Obama in Rio

Tutty Vasques

20 Março 2011 | 06h03

gadsdgQueira Deus o Cacique Cobra Coral, que dá nome a uma fundação nacional de assistência espiritual-meteorológica, não seja um caboclo vingativo. Atendendo a insistentes apelos dos organizadores da visita de Barack Obama ao Rio, a médium Adelaide Scritori – hospedeira da tal entidade espanta-chuva – topou no início da semana dar cobertura ao evento, e só na sexta-feira ficou sabendo do cancelamento do showmício da Cinelândia, razão maior dos serviços que prestaria gratuitamente, numa espécie de “canja” para o Obama!

E pensar que, para estar à disposição do presidente dos EUA neste fim de semana, Adelaide declinou de um convite do Paulo Coelho para comemorar ontem, com 140 amigos, o Dia de São José em Istambul! Quando lhe deram a notícia de que o discurso do homem havia migrado para dentro do Teatro Municipal, era tarde demais para chegar a tempo da boca-livre na Turquia. Sinceramente, não sei como o tempo não fechou na hora.
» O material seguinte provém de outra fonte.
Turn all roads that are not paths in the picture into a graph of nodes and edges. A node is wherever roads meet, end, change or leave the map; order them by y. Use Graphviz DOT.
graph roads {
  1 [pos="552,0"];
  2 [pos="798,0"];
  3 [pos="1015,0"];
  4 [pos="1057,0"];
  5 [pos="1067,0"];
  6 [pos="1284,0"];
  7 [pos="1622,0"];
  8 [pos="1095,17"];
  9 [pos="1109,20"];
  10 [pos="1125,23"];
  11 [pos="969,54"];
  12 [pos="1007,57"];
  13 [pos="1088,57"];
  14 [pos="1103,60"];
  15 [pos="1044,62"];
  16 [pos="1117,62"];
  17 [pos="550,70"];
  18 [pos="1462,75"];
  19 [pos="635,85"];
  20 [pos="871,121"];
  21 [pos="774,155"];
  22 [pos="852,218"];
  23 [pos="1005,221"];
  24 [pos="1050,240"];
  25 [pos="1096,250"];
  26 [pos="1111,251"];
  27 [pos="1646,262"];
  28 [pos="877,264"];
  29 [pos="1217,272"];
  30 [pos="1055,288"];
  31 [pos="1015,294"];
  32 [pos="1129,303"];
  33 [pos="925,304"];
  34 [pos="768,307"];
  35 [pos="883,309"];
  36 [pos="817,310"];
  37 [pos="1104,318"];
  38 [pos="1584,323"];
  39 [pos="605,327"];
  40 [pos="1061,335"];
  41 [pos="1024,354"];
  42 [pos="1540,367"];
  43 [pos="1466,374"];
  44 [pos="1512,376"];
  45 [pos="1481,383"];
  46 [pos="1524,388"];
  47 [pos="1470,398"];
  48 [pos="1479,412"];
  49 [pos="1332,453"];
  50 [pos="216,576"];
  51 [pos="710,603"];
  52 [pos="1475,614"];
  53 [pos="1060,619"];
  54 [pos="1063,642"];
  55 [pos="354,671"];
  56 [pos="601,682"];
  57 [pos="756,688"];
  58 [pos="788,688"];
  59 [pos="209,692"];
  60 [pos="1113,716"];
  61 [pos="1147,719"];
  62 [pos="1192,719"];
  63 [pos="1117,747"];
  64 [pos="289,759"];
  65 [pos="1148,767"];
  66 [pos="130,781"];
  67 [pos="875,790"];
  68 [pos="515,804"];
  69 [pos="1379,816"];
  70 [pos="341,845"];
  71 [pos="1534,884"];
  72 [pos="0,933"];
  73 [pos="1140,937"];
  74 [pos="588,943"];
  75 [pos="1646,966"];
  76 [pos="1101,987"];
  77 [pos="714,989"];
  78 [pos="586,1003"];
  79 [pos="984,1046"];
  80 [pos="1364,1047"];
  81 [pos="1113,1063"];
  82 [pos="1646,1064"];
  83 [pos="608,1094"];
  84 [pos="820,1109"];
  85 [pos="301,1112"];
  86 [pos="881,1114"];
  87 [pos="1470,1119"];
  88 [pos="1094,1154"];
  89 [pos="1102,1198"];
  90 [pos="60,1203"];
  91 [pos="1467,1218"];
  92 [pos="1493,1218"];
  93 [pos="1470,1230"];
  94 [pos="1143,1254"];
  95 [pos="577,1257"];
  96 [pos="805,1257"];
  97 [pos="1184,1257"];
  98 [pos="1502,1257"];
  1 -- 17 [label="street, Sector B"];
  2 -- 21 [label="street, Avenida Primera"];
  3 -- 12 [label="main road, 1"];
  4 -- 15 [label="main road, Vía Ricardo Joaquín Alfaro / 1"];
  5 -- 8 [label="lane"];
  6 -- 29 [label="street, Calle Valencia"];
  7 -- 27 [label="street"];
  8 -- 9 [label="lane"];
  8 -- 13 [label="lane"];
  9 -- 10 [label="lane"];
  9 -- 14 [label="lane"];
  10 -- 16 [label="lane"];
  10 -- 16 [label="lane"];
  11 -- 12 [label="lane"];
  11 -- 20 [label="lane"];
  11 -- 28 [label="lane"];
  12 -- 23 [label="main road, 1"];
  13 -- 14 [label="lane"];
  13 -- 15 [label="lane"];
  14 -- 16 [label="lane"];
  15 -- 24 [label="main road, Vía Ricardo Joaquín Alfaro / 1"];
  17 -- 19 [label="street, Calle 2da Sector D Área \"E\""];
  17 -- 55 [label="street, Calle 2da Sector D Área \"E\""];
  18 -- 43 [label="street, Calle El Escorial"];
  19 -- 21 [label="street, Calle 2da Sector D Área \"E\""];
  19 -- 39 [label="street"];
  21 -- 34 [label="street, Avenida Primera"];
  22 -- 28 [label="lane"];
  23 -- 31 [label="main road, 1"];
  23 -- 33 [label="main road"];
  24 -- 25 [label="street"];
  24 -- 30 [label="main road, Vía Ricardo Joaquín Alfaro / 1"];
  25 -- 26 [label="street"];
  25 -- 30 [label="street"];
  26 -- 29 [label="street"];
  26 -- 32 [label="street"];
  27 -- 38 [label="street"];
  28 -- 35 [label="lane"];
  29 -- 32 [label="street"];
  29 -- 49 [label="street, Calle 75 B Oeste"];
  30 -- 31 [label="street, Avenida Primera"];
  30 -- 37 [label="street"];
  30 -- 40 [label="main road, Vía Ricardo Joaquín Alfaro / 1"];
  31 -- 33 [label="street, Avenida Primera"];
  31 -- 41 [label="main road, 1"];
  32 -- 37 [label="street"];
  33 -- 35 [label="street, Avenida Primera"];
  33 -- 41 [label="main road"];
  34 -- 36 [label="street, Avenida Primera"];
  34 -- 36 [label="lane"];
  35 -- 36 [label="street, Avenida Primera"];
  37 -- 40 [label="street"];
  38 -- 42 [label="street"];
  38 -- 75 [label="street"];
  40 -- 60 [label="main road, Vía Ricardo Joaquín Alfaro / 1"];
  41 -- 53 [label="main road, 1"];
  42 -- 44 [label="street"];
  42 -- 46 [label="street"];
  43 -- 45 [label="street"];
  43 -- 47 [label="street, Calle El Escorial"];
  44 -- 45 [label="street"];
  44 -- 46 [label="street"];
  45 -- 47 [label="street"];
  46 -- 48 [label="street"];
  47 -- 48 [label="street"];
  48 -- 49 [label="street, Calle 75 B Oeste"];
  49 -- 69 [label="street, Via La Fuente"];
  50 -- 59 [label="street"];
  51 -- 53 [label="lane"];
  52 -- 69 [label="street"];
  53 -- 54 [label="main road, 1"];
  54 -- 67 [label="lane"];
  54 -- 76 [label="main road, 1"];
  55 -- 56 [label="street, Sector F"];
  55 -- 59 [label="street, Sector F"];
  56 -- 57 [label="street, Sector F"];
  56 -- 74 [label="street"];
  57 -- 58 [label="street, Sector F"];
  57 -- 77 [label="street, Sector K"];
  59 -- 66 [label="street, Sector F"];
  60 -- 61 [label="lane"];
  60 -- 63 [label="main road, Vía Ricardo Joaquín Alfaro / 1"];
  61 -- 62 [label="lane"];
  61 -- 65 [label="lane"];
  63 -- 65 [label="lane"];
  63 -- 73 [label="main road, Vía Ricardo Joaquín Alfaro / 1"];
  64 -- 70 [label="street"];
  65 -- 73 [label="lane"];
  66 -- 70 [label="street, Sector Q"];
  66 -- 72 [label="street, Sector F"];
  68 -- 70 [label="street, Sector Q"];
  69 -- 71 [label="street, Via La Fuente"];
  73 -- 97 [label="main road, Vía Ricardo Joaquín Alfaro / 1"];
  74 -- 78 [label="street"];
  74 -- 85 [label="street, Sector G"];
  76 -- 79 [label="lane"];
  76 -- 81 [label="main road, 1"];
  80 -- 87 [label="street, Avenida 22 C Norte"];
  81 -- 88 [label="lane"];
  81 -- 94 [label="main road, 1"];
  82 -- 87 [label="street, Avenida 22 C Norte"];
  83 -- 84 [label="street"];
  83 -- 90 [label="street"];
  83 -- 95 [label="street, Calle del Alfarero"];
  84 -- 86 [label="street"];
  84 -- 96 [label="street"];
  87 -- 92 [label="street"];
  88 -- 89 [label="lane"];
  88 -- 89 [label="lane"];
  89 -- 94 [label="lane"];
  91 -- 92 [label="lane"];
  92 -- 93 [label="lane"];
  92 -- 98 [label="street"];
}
Não deve ter sido o único contratempo na estrutura de organização da visita provocado pela mudança de última hora na programação. Ainda que – em relação ao carnaval, por exemplo – a quantidade de seguranças em atividade na Cinelândia seja maior que o número de banheiros químicos solicitados para o evento, vai sobrar cabine para quem quiser fazer xixi no centro do Rio, no domingo, justo quando a venda de cerveja estará proibida em toda a região. Pior ainda: será que, se rolar no palco um selinho da Hebe no Obama, o público que estiver fora do teatro vai poder ver no telão?

Tomara que de todos esses desencontros restem algumas lições para que não se repitam os mesmos erros no Rock in Rio, na Copa do Mundo, nas Olimpíadas… Ou, um dia, o Cacique Cobra Coral perde a paciência e acaba jogando água da chuva no chope do carioca.